As most are aware, the family courts have been closed since the start of the pandemic in March, except for the most urgent cases, and some straightforward procedural issues. What falls within the ambit of what is considered urgent includes matters involving the “wellbeing being of a child, including essential medical decisions, or issues relating to the wrongful removal or retention of a child”.

There is a developing body of caselaw regarding what a court deems urgent in the context of custody and access disputes during Covid-19.

Given the risks inherent in a child spending time in two households, some custodial parents are using Covid-19 as a reason to suspend regular access visits, and to not honour the terms of existing custody and access orders or agreements. While parents are expected to be mindful of Covid-19 protocols, one might assume that a wholesale denial of access would be considered an urgent matter in need of immediate court intervention considering the effects of this denial on a child’s well being, especially as our collective time living in social isolation continues.

However, the caselaw is contradictory.

In Douglas v. Douglas (Ont.S.C.J.)https://www.canlii.org/en/on/onsc/doc/2020/2020onsc2160/2020onsc2160.html?autocompleteStr=douglas%202020&autocompletePos=1 , a mother unilaterally stopped allowing access every other weekend to the father, arguing that access could not be safely conducted during Covid-19 because of (among other things) the father’s potential exposure at his workplace. All of the father’s mid-week access was also suspended. In a decision rendered on March 25, 2020, the judge concluded that the matter was not urgent on the basis that it involved a dispute over parenting time, and the child’s safety was not at risk.

I might agree with this characterization if there was a minimal amount of access being given by the mother. But when there is no access at all, the role of the access parent has effectively been terminated by the access parent. While it’s not cited as a reason, perhaps the distinction here is that, on the facts of the case, there was no existing court order or written agreement in place regarding custody and access.

In contrast, in Le v. Norris (Ont.S.C.J.)https://www.canlii.org/en/on/onsc/doc/2020/2020onsc1932/2020onsc1932.html?autocompleteStr=le%20norris&autocompletePos=1 , the court upheld the existing custody and access schedule of two access visits per week to a father for his 3 year old child, even though the mother did not believe this schedule could be safely implemented during Covid-19. The judge concluded that ‘responsible adherence to the existing Court Order’ was necessary, and that one could balance the need for complying with public health recommendations with the need to follow an existing Order. The judge went one step further and authorized the police to enforce the terms of the custody and access Order.

Finally, in Jackman v.

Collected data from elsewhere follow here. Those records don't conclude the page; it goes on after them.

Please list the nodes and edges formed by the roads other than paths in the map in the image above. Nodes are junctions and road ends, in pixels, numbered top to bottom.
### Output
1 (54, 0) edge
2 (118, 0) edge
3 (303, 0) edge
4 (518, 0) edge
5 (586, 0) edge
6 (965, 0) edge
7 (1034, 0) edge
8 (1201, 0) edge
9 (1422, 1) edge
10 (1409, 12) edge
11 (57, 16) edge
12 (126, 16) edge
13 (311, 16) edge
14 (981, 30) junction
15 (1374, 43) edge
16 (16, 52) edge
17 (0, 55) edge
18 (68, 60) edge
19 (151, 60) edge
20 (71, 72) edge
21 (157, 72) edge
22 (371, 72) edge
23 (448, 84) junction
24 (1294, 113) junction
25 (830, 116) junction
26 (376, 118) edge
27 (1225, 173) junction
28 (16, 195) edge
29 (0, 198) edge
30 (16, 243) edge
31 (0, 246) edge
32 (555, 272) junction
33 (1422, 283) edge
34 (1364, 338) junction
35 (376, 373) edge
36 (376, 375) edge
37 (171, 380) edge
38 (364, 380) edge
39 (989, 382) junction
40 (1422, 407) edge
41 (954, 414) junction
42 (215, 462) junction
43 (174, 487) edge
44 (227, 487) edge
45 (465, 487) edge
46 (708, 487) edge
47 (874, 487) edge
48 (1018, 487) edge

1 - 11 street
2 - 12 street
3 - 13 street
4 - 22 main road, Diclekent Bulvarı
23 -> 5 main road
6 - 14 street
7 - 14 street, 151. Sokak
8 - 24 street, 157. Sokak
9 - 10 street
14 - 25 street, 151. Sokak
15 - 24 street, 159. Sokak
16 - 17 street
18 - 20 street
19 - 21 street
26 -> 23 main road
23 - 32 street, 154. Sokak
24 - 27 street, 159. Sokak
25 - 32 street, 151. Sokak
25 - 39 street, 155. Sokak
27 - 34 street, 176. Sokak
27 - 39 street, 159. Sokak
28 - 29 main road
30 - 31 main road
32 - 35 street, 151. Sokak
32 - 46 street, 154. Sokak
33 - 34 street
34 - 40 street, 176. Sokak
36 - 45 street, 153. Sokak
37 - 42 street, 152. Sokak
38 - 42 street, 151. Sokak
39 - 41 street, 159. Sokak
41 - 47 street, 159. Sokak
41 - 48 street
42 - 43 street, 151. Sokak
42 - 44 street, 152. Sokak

Doyle (Ont.S.C.J.)

https://www.canlii.org/en/on/onsc/doc/2020/2020onsc1875/2020onsc1875.html?resultIndex=1,

although the parties did not have an existing Court Order or written agreement, the clear status quo was that the two children, aged 3 and 5, had resided primarily with the mother since separation. When the father took the children and refused to return them unless the mother would consent to a 50/50 time sharing arrangement, the judge concluded that the matter was urgent on the basis that it involved a unilateral attempt on the part of the father to alter the status quo.

It would seem that, absent an Order or agreement, unilateral attempts to alter the status quo are more likely to be considered ‘urgent’ if they  involve changes to a child’s primary residence, as opposed to changes to access visits with a non custodial parent.